De quel côté de la ligne de touche prend-on le plus de plaisir au football : comme joueur ou comme entraîneur ?

(Rires) Je dirais tout le temps. Quand j'étais tout petit, le football était la partie la plus importante de ma vie, avec ma famille. Ensuite, j'ai adoré toute ma carrière de footballeur et aujourd'hui je prends également énormément de plaisir en tant qu'entraîneur. Il faut profiter de la vie pleinement, sans avoir ensuite la sensation qu'on aurait pu faire plus, ou prendre plus de plaisir. Chaque moment de la vie offre des choses qui lui sont propres et j'essaye de prendre du plaisir à chaque fois. Aujourd'hui, j'aime bien être côté banc car de toute façon, à mon âge, je ne peux pas faire autre chose (rires).

Mauricio Pochettino, manager of Tottenham Hotspur
© Getty Images

Vous êtes Argentin et avez réalisé une belle carrière en Espagne, en tant que joueur et entraîneur. Aujourd'hui, vous êtes dans le football anglais. Que pensez-vous de la Premier League ?

Je crois qu'elle m'a changé au niveau personnel, au niveau humain, car elle m'a donné l'occasion de découvrir une culture différente, de pouvoir apprendre une autre langue aussi. Cela m'a fait énormément progresser au niveau personnel.
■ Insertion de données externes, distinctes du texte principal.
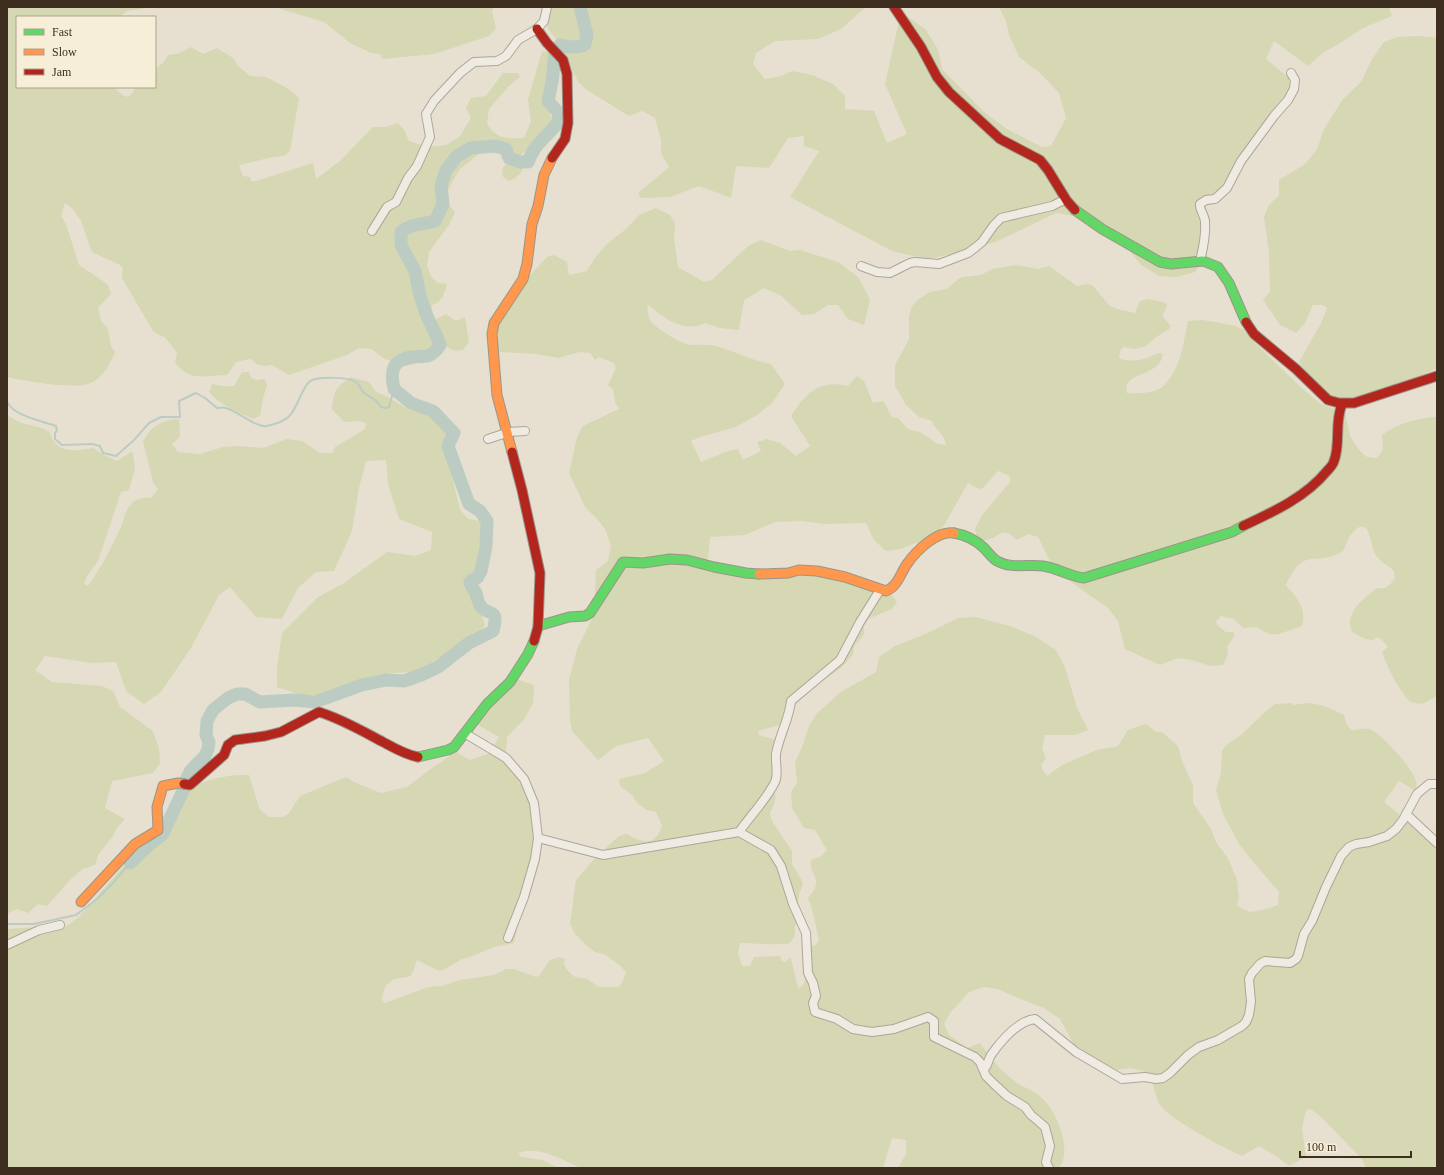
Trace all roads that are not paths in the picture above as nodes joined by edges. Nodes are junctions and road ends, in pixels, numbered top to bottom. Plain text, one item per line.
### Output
1 (547, 7) edge
2 (894, 7) edge
3 (537, 29) junction
4 (1291, 73) dead end
5 (1066, 199) junction
6 (372, 231) dead end
7 (1200, 261) junction
8 (861, 266) dead end
9 (1437, 376) edge
10 (1342, 404) junction
11 (525, 430) dead end
12 (506, 433) junction
13 (488, 439) dead end
14 (880, 590) junction
15 (538, 626) junction
16 (466, 734) junction
17 (1437, 784) edge
18 (1406, 814) junction
19 (739, 832) junction
20 (538, 838) junction
21 (1437, 843) edge
22 (81, 902) dead end
23 (60, 925) dead end
24 (508, 938) dead end
25 (7, 945) edge
26 (984, 1069) junction
27 (1048, 1168) edge

1 - 3 street
2 - 5 street
3 - 6 street
3 - 12 street
4 - 7 street
5 - 7 street
5 - 8 street
7 - 10 street
9 - 10 street
10 - 14 street
11 - 12 street
12 - 13 street
12 - 15 street
14 - 15 street
14 - 19 street
15 - 16 street
16 - 20 street
16 - 22 street
17 - 18 street
18 - 21 street
18 - 26 street
19 - 20 street
19 - 26 street
20 - 24 street
23 - 25 street
26 - 27 street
Pour ce qui est du jeu à proprement parler, je pense que le football est aujourd'hui mondial. À travers les différents moyens de communication et les réseaux sociaux, nous avons accès au football du monde entier. Je crois que la connaissance de la méthodologie et de la forme existait déjà. Le plus important est la culture que l'on va acquérir lorsqu'on vit dans un pays. Chaque jour, il faut tenter de s'améliorer, d'apprendre et d'avoir tous les sens en alerte pour cela. Le plus important se joue au niveau personnel, c'est cette maturité qui permet de vivre au mieux des expériences différentes.

Pour changer de sujet, seriez-vous tenté par une offre de prendre en main la sélection argentine ?

C'est mon pays, et votre pays est toujours là. L'Argentine sera toujours dans mon cœur, mais en même temps ce sont des émotions qui n'arrivent pas toujours au moment opportun. Il ne suffit pas d'avoir l'envie, la motivation. Aujourd'hui, je crois que ça ne serait pas le bon moment. Pour l'instant j'aime beaucoup être dans le quotidien, au jour le jour, avec mon encadrement technique et mes joueurs, avec un match par semaine ou même tous les trois jours. Il y a cette adrénaline que l'on ressent lorsqu'on doit être compétitif en permanence. J'aurais beaucoup de mal si je ne devais vivre cela qu'une fois par mois ou tous les deux mois. Je ne sais pas, mais je crois qu'à ce moment de ma carrière footballistique et de ma vie, j'ai besoin de ressentir l'adrénaline de la compétition tous les trois jours.

Quel est votre souhait le plus cher pour cette saison ?

Il y a beaucoup d'objectifs et de rêves. J'aimerais énormément gagner un trophée avec Tottenham, ça serait une réussite énorme pour le club. C'est mon souhait, gagner un trophée avec mon club.